The problem:
Copy each line below exactly.

Supplied records:
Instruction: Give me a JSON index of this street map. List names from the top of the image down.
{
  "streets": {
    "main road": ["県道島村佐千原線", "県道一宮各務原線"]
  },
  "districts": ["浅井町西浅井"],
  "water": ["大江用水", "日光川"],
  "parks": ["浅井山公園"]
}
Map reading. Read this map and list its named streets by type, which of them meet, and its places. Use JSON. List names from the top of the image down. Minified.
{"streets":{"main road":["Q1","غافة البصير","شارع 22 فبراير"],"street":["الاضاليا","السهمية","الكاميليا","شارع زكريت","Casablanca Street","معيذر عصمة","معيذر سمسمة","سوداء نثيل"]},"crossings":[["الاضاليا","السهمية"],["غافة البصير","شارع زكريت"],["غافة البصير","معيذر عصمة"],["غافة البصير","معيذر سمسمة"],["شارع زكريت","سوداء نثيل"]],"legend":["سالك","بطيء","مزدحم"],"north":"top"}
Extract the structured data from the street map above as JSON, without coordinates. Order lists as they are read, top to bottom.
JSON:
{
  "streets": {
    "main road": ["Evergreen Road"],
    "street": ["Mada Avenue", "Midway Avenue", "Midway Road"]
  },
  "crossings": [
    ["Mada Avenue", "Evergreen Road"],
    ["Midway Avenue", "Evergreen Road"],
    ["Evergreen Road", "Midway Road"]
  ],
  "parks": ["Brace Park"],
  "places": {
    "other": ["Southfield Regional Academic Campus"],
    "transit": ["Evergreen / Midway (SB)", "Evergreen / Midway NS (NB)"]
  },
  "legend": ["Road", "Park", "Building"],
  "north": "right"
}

Task solution:
Instruction: Give me a JSON index of this street map. List names from the top of the image down.
{
  "streets": {
    "main road": ["県道島村佐千原線", "県道一宮各務原線"]
  },
  "districts": ["浅井町西浅井"],
  "water": ["大江用水", "日光川"],
  "parks": ["浅井山公園"]
}
Map reading. Read this map and list its named streets by type, which of them meet, and its places. Use JSON. List names from the top of the image down. Minified.
{"streets":{"main road":["Q1","غافة البصير","شارع 22 فبراير"],"street":["الاضاليا","السهمية","الكاميليا","شارع زكريت","Casablanca Street","معيذر عصمة","معيذر سمسمة","سوداء نثيل"]},"crossings":[["الاضاليا","السهمية"],["غافة البصير","شارع زكريت"],["غافة البصير","معيذر عصمة"],["غافة البصير","معيذر سمسمة"],["شارع زكريت","سوداء نثيل"]],"legend":["سالك","بطيء","مزدحم"],"north":"top"}
Extract the structured data from the street map above as JSON, without coordinates. Order lists as they are read, top to bottom.
JSON:
{
  "streets": {
    "main road": ["Evergreen Road"],
    "street": ["Mada Avenue", "Midway Avenue", "Midway Road"]
  },
  "crossings": [
    ["Mada Avenue", "Evergreen Road"],
    ["Midway Avenue", "Evergreen Road"],
    ["Evergreen Road", "Midway Road"]
  ],
  "parks": ["Brace Park"],
  "places": {
    "other": ["Southfield Regional Academic Campus"],
    "transit": ["Evergreen / Midway (SB)", "Evergreen / Midway NS (NB)"]
  },
  "legend": ["Road", "Park", "Building"],
  "north": "right"
}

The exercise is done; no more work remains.